Pernah
mendengar kosakata siger? Beruntunglah kamu, karena aku belum pernah. Siger
adalah semacam hiasan kepala untuk pengantin wanita di wilayah Lampung. Mengapa
Lampung? Ya, karena bulan lalu aku baru saja menginjakkan kaki di Bumi Rhuwa
Jurai, Provinsi Lampung.
Jika
dihitung, ini kali ketiga aku berkesempatan untuk jalan-jalan menjelang ujian
PBT. Menyenangkan. Di perjalananku kali ini, ada hal-hal mengejutkan yang
membuatmu sedikit syok dan membuatku sedikit kelimpungan (pada awalnya).
Sekitar
setengah tahun yang lalu, aku iseng mengirimkan sebuah poster untuk kompetisi
ilmiah mahasiswa kesehatan yang dilaksanakan oleh Fakultas Kedokteran
Universitas Lampung. Poster ini aku buat bersamaan untuk kompetisi yang
diadakan di Universitas Udayana Bali dan Universitas Trisakti Jakarta karena
timeline yang hamper bersamaan.
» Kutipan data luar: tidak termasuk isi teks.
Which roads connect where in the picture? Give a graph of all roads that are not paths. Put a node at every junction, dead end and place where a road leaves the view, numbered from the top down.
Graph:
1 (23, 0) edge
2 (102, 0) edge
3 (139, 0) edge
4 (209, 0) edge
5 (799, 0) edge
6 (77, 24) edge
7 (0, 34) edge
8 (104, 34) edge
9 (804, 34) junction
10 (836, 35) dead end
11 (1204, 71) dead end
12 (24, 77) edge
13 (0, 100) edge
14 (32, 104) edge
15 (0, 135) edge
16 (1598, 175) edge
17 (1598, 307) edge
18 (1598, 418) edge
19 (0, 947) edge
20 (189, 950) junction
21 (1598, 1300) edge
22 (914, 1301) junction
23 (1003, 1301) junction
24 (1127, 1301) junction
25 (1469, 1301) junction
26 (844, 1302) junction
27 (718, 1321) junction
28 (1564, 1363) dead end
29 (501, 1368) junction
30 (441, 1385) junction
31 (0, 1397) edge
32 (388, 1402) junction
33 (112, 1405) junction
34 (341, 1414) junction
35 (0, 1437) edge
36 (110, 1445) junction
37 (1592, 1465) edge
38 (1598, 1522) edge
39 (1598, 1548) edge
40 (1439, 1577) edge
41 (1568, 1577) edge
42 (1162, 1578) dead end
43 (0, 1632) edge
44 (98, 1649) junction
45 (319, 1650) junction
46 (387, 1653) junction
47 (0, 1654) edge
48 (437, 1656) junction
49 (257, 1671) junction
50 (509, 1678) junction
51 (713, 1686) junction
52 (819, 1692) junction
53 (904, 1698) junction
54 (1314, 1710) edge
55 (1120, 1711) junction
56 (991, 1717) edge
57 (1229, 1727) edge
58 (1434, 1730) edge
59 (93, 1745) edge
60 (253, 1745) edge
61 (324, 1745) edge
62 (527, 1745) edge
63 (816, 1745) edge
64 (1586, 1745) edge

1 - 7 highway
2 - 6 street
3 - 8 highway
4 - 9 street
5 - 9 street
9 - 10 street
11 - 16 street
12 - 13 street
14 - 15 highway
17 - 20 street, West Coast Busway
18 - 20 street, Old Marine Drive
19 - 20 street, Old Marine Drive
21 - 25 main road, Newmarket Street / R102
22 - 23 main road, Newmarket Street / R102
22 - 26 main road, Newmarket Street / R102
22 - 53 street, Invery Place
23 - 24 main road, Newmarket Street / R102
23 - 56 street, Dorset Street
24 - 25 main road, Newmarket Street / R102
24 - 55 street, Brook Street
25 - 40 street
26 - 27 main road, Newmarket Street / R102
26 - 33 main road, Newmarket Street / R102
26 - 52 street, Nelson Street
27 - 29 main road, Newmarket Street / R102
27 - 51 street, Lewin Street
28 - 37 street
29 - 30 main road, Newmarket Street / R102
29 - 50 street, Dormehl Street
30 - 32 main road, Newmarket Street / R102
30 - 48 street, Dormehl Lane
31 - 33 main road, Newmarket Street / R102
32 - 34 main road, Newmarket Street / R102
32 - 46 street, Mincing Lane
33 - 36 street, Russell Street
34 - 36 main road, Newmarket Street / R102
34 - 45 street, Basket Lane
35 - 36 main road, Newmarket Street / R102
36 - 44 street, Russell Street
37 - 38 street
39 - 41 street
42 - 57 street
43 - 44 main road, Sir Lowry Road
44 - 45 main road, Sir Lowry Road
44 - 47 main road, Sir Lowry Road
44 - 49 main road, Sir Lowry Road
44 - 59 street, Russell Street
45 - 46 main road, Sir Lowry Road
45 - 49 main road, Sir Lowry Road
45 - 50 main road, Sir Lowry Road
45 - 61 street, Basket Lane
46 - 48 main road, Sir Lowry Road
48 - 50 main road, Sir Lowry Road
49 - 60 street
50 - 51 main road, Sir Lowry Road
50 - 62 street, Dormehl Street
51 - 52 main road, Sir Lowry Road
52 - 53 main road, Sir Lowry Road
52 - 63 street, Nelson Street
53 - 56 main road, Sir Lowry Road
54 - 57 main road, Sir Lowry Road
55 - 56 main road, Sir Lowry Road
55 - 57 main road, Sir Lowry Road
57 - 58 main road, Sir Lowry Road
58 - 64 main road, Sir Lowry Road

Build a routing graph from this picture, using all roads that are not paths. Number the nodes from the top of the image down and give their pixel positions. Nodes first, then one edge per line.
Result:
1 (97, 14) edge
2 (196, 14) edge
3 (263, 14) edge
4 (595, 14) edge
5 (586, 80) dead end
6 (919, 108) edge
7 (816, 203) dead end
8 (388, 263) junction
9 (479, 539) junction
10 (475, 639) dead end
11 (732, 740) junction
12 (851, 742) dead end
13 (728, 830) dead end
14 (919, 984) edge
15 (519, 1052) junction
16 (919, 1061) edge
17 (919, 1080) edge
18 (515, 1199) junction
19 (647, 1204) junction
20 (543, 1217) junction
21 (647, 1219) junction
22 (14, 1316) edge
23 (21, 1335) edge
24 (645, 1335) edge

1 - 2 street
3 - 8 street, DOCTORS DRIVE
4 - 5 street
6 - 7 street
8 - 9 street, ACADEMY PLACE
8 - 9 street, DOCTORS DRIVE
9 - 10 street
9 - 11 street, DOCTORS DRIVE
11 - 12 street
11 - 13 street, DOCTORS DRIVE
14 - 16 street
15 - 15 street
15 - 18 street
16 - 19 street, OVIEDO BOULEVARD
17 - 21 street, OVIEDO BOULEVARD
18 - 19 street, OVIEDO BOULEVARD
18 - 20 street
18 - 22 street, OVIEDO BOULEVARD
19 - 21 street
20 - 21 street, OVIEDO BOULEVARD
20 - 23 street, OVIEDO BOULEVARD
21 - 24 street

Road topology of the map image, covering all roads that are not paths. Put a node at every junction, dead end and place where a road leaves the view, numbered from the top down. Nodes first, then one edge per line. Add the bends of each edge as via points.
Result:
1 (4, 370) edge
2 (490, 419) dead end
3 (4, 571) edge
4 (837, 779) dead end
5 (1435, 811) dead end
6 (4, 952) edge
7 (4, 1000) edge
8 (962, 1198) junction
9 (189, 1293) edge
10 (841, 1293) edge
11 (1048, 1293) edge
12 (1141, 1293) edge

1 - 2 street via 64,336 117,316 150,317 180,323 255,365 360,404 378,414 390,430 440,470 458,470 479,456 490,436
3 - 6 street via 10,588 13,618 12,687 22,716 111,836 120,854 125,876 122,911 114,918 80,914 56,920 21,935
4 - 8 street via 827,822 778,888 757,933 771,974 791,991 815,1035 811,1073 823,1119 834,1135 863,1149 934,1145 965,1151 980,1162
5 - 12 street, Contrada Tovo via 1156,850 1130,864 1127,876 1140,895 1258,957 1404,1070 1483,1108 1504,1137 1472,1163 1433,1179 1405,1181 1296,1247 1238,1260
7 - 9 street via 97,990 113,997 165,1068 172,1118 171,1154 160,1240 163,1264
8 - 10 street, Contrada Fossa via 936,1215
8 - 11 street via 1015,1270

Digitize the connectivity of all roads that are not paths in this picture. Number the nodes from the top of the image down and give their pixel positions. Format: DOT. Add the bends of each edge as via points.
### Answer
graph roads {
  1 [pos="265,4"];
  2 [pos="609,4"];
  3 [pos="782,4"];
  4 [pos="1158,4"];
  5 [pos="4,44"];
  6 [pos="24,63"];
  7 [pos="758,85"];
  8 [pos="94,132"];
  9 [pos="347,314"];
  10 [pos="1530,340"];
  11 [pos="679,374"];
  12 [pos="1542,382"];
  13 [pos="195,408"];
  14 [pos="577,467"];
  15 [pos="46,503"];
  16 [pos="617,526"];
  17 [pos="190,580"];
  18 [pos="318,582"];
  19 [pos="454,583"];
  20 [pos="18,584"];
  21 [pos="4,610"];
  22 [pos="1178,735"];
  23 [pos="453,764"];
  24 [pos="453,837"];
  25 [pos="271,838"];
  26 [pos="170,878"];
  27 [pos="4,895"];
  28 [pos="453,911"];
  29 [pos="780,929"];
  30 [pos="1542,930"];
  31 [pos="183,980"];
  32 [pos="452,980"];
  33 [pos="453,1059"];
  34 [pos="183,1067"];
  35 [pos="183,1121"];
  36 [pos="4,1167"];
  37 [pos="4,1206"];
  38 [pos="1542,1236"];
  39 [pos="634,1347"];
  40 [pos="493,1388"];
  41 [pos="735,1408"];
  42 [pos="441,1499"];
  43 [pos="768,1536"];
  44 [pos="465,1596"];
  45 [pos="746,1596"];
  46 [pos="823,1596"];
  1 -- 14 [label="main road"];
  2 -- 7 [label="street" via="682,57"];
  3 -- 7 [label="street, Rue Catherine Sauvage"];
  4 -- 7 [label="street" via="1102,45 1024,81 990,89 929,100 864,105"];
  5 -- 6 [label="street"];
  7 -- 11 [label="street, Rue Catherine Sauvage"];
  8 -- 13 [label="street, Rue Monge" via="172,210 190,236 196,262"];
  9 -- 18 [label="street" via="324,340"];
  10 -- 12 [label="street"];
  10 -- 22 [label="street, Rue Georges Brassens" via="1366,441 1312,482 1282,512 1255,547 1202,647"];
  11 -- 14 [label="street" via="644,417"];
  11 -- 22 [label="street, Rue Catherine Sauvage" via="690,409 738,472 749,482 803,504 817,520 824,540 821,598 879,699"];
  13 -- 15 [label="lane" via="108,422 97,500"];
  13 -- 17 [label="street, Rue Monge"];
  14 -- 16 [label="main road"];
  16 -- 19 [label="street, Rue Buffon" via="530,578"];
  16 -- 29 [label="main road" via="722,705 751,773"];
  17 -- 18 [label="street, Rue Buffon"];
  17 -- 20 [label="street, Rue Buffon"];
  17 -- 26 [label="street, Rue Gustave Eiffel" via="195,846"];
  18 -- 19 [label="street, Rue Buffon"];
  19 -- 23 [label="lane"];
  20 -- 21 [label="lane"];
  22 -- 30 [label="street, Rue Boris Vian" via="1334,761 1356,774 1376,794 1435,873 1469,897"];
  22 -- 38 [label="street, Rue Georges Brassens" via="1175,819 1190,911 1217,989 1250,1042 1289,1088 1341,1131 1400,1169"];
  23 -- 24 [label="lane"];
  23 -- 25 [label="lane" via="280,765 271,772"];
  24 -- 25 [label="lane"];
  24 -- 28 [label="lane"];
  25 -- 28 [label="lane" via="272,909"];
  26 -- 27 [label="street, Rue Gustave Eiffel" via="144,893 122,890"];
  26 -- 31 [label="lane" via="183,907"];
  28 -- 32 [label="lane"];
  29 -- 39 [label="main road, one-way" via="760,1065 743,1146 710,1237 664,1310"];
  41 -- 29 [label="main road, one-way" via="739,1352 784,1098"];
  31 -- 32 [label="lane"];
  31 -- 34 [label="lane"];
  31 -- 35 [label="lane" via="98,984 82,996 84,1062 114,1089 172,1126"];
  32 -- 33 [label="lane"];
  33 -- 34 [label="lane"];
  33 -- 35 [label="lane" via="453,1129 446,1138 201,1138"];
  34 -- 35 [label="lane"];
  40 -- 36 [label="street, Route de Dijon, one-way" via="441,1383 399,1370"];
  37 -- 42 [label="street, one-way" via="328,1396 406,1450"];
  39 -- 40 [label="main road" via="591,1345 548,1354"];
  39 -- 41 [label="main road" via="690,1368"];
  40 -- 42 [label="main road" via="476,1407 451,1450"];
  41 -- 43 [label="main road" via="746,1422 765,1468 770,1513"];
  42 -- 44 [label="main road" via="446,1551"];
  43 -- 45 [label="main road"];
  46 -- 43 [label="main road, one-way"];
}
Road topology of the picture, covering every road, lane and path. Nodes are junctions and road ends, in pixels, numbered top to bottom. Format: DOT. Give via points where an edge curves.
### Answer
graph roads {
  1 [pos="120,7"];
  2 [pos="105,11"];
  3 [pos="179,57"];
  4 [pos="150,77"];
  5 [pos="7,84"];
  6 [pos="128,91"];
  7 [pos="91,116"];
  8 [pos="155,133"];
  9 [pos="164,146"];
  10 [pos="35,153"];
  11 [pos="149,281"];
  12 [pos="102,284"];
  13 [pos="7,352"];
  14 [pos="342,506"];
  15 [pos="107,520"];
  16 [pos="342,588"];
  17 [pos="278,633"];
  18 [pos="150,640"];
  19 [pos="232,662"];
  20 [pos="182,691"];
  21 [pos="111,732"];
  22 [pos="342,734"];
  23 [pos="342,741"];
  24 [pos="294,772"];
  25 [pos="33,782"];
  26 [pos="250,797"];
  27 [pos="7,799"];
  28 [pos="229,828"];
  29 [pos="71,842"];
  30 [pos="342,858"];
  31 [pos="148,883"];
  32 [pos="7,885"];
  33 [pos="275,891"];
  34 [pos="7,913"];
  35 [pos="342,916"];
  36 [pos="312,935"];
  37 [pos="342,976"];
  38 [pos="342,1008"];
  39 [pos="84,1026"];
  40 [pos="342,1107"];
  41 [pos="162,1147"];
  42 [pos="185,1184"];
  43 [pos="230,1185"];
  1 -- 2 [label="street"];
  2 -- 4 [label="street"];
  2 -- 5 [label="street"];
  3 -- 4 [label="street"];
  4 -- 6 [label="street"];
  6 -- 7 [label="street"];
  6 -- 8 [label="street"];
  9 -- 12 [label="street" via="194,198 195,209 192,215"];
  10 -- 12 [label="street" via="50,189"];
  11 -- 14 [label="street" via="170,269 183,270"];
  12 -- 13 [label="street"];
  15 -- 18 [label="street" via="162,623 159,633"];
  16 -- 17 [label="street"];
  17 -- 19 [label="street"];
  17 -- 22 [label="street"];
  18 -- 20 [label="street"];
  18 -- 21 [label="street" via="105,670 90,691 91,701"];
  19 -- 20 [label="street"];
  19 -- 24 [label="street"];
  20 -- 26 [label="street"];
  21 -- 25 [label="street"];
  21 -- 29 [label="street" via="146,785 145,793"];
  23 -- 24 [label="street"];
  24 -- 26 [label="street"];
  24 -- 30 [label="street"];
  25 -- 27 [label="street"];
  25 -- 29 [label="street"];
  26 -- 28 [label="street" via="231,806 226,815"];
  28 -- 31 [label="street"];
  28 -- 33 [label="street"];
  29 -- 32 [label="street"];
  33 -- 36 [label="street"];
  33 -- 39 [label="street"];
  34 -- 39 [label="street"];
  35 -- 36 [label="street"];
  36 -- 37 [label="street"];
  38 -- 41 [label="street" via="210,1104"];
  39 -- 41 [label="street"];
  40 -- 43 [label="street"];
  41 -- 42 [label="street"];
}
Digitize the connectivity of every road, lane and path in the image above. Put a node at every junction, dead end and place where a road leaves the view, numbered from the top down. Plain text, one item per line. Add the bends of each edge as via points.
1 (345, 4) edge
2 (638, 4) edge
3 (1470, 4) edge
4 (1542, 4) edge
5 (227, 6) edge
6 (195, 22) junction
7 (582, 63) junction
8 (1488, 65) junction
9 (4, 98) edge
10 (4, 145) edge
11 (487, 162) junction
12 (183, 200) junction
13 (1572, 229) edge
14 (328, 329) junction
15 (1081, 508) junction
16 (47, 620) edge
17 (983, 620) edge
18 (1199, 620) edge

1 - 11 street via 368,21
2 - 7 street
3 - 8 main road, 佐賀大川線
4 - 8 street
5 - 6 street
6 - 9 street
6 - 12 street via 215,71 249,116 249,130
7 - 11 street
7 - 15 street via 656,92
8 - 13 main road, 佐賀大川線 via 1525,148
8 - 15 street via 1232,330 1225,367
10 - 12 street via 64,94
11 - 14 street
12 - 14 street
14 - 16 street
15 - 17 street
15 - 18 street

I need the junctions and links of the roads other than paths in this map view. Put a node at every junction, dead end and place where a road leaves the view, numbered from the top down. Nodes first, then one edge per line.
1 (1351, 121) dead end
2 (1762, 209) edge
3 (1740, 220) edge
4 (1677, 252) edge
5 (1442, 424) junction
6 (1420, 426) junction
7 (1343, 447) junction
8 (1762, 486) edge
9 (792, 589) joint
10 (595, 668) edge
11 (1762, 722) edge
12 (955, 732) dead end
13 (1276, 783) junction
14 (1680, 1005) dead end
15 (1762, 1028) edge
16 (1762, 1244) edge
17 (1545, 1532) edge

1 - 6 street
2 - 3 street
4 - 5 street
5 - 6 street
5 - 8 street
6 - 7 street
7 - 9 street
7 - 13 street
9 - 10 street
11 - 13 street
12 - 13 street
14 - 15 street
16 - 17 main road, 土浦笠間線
Lalu mengapa aku juga masih saja nekat
mengirimkan poster ini kepada panitia? Tak lain dan tak bukan ialah karena pada
guideline awal tidak akan ada sesi presentasi sehingga aku tak perlu jauh-jauh
untuk berangkat ke Lampung. Semacam mengirit dana perjalanan, pikirku.
Bulan-bulan
setelahnya, tepatnya awal tahun ternyata ada perubahan konsep acara. Guideline
diubah sedemikian rupa sehingga 15 finalis terbaik diundang untuk menghadiri
acara presentasi karya di Unila dan saat itu aku termasuk 15 finalis yang
diundang ke Unila. Alhamdulillah.
Setelah
melewati reservasi tiket yang cukup membuat dilemma akhirnya aku memutuskan
untuk membeli tiket pesawat yang tidak transit. Tidak transit maksudnya adalah
tiket perjalanan dari JOG-CGK dan CGK-TKG dibeli secara terpisah, berbeda
dengan multiple carrier. Ini menjadi
risiko bagi diriku sendiri apabila pesawat dari Yogyakarta mengalami delay, wassalam-lah aku.
13 Maret 2015
Aku mengunci
pintu kamar kosku tepat jam 09.00 WIB melanjutkan berjalan kaki hingga kopma
UGM untuk membeli souvenir beserta dengan kertas kado, yang nantinya akan
kuberikan untuk panitia. Tas trolly yang
lumayan gemuk aku sengajak titipkan di shelter Transjogja di depan Gd. Sekolah
Vokasi, beruntungnya ibu penjaga shelter kala itu sangat baik dan bersedia aku
titipi. Setelah segala urusan souvenir dan camilan selesai, aku menunggu
datangnya bus Transjogja antara 15-20 menit di dalam shelter. Dengan sedikit kerepotan membawa tas ransel dan trolly akhirnya aku memasuki bus,
perjalanan menuju Bandara Adi Sutjipto akhirnya dimulai.
Rupanya
perkiraan waktu tidak meleset, hanya butuh 15 menit akhirnya check in Airasia
tujuan Jakarta dibuka. Pada tiket tertulis 12.00 WIB untuk take-off, nyatanya mengalami keterlambatan. Hal ini dikarenakan
luas bandara yang sudah tidak muat lagi untuk menampung banyak pesawat sehingga
pesawat harus berputar-putar di atas langit Yogyakarta untuk mengantre. Karena
tak kunjung mendengar pengumuman, akhirnya kuputuskan untuk menunaikan
kewajibanku sebagai seorang muslim, sholat dhuhur.
30 menit
kemudian calon penumpang AirAsia tujuan Jakarta baru bisa melakukan boarding. Tidak masalah, masih bisa
dikerjar untuk pesawat selanjutnya, pikirku dengan santai.
Oya, ketika boarding
inilah aku bertemu dan dimintai tolong dengan agak sedikit memaksa oleh ibu
muda, yang kulihat berpenampilan kekinian. Jika kutaksir usianya sekitar 37-an,
suaminya adalah seorang tentara dan telah memiliki 3 orang anak. Ibu ini baru
kali pertama naik pesawat seorang diri, hendak pergi ke Padang mengunjungi
suaminya yang bertugas disana, kalau tidak salah ibu ini juga bakal menghadiri
acara Persit, asosiasi istri tentara, yang kutahu itu.
Apabila
dibandingkan dengan maskapai lain, deretan kursi di maskapai AirAsia lebih
sempit, jendelanya pun juga. Sejujurnya aku lebih nyaman menggunakan Lion Air.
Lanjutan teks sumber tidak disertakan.